KEY POINTS:
It is more than a touch ironic that, having done their best to create a national championship with a genuine capacity to surprise, the New Zealand Rugby Union's honchos spent the weekend it finally came to fruition discussing how best to kill it off.
The shock 17-6 defeat of Auckland yesterday by Counties Manukau which followed Northland upsetting Waikato 18-10 and Manawatu pipping Canterbury 25-24, make it hard not to feel sorry for the NZRU. After all, they are only trying to save the unions from themselves. The Air New Zealand Cup is a financial basket case. If the NZRU doesn't step in, teams will start dropping out through natural attrition.
It is, however, not just the teams that will fold but the unions, bringing serious ramifications for the governance of the sport in those regions.
To stop the unions doing more damage to themselves through inflated wage bills as they chase survival, the NZRU decreed that relegation based on results this season was not an option. Given the shocks this weekend, it is tempting to suggest that is good news for Waikato, Canterbury and Auckland.
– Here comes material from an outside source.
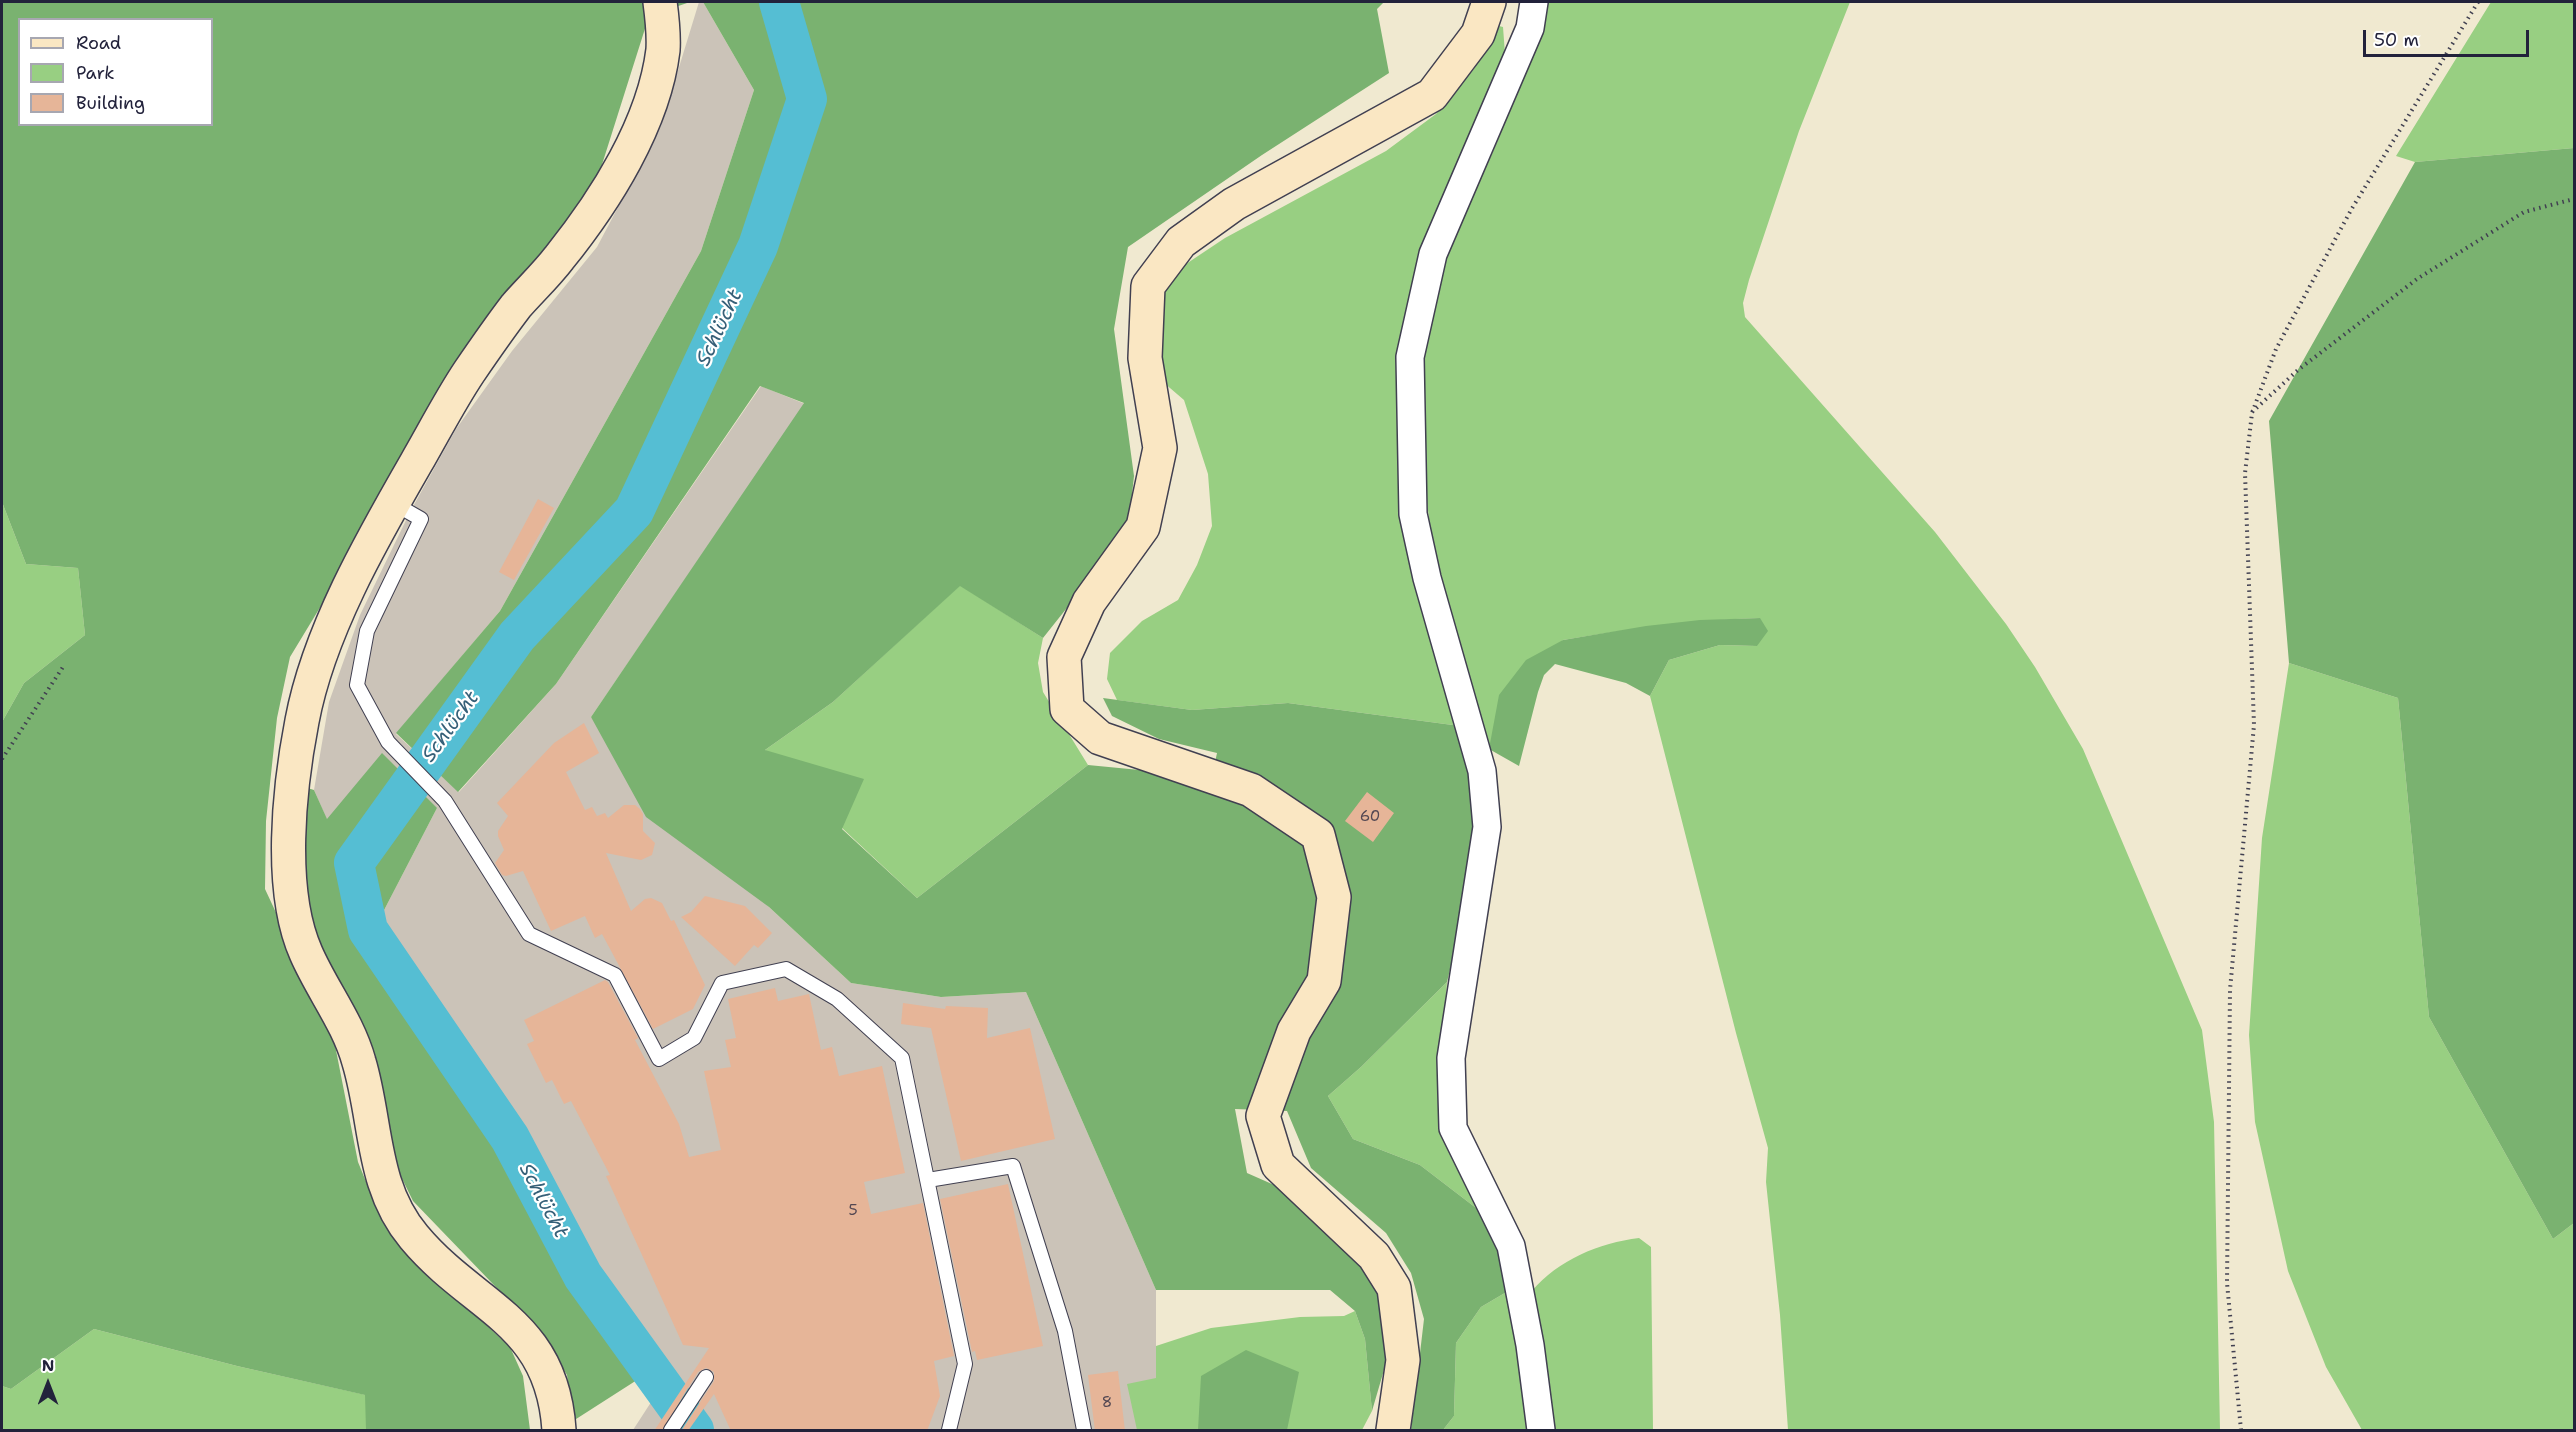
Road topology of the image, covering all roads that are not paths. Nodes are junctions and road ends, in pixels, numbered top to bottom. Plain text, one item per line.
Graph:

But the reality is that those teams will make the playoffs - Waikato possibly excepted - and, boosted by the return of their All Blacks, will make serious tilts at the title.
The minnows that pulled off this weekend's shocks might make the quarter-finals at best.
There may be the opportunity for the odd shock in the championship but a genuinely level competition is still eons away.
The empty seats in the grandstands all over the country were just as telling as any of the matches this weekend. There was little disguising the fact that the championship has already become a semi-amateur competition.
The only thing that needs to change is the size of some of the players' pay packets and the switch to a more sustainable, compelling format.